§ **Task details**: Repeat all entries word for word; skip images.

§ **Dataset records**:
= = = = = = =
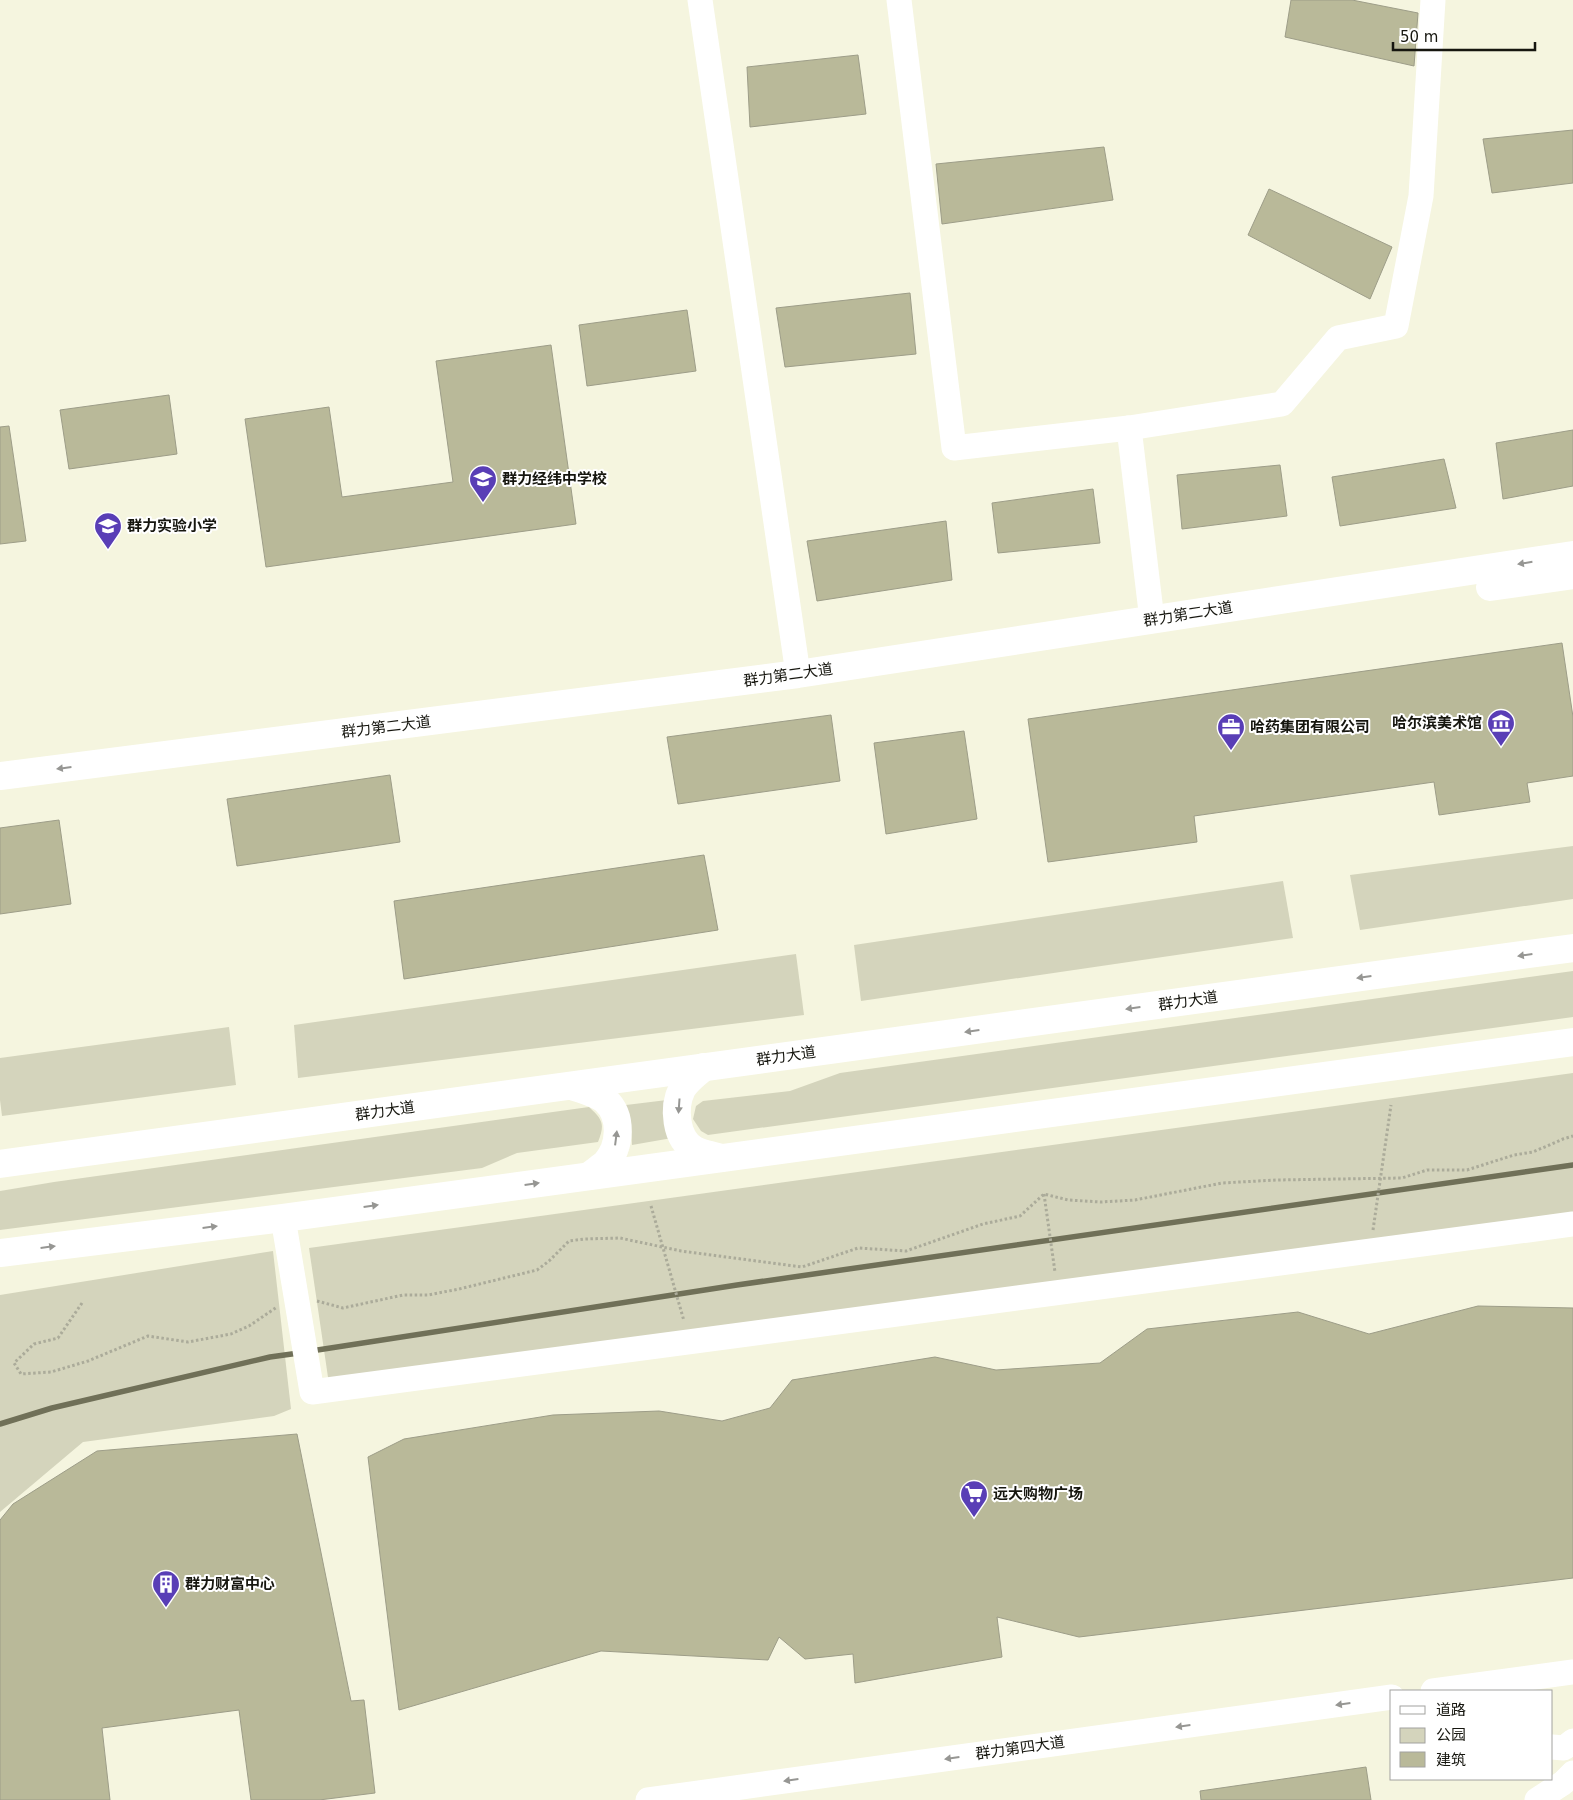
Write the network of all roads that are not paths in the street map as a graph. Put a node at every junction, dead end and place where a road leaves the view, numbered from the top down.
1 (700, 0) edge
2 (899, 0) edge
3 (1433, 0) edge
4 (1129, 428) junction
5 (1573, 555) edge
6 (1573, 575) edge
7 (1152, 620) junction
8 (798, 674) junction
9 (0, 776) edge
10 (0, 794) edge
11 (1573, 948) edge
12 (1573, 1042) edge
13 (704, 1067) junction
14 (572, 1086) junction
15 (722, 1158) junction
16 (0, 1164) edge
17 (589, 1176) junction
18 (283, 1218) junction
19 (1573, 1224) edge
20 (0, 1253) edge
21 (1573, 1672) edge
22 (1503, 1686) edge
23 (1447, 1690) edge
24 (1390, 1697) edge
25 (1573, 1741) edge
26 (1553, 1748) edge
27 (1573, 1773) edge
28 (1538, 1780) edge
29 (648, 1800) edge
30 (1531, 1800) edge
31 (1537, 1800) edge

1 - 8 street
2 - 4 street
3 - 4 street
4 - 7 street
5 -> 7 main road, 群力第二大道
6 - 10 main road, 群力第二大道
7 - 8 main road, 群力第二大道
8 -> 9 main road, 群力第二大道
11 -> 13 main road, 群力大道
12 - 15 main road
13 - 14 main road, 群力大道
13 -> 15 main road
14 - 16 main road, 群力大道
17 -> 14 main road
15 - 17 main road
18 -> 17 main road
18 - 19 street
20 -> 18 main road
21 - 22 street
22 - 23 street
24 -> 29 street, 群力第四大道
25 - 26 street
27 - 31 street
28 - 30 street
= = = = = = =
§ **Response box**:
Write the network of all roads that are not paths in the street map as a graph. Put a node at every junction, dead end and place where a road leaves the view, numbered from the top down.
1 (700, 0) edge
2 (899, 0) edge
3 (1433, 0) edge
4 (1129, 428) junction
5 (1573, 555) edge
6 (1573, 575) edge
7 (1152, 620) junction
8 (798, 674) junction
9 (0, 776) edge
10 (0, 794) edge
11 (1573, 948) edge
12 (1573, 1042) edge
13 (704, 1067) junction
14 (572, 1086) junction
15 (722, 1158) junction
16 (0, 1164) edge
17 (589, 1176) junction
18 (283, 1218) junction
19 (1573, 1224) edge
20 (0, 1253) edge
21 (1573, 1672) edge
22 (1503, 1686) edge
23 (1447, 1690) edge
24 (1390, 1697) edge
25 (1573, 1741) edge
26 (1553, 1748) edge
27 (1573, 1773) edge
28 (1538, 1780) edge
29 (648, 1800) edge
30 (1531, 1800) edge
31 (1537, 1800) edge

1 - 8 street
2 - 4 street
3 - 4 street
4 - 7 street
5 -> 7 main road, 群力第二大道
6 - 10 main road, 群力第二大道
7 - 8 main road, 群力第二大道
8 -> 9 main road, 群力第二大道
11 -> 13 main road, 群力大道
12 - 15 main road
13 - 14 main road, 群力大道
13 -> 15 main road
14 - 16 main road, 群力大道
17 -> 14 main road
15 - 17 main road
18 -> 17 main road
18 - 19 street
20 -> 18 main road
21 - 22 street
22 - 23 street
24 -> 29 street, 群力第四大道
25 - 26 street
27 - 31 street
28 - 30 street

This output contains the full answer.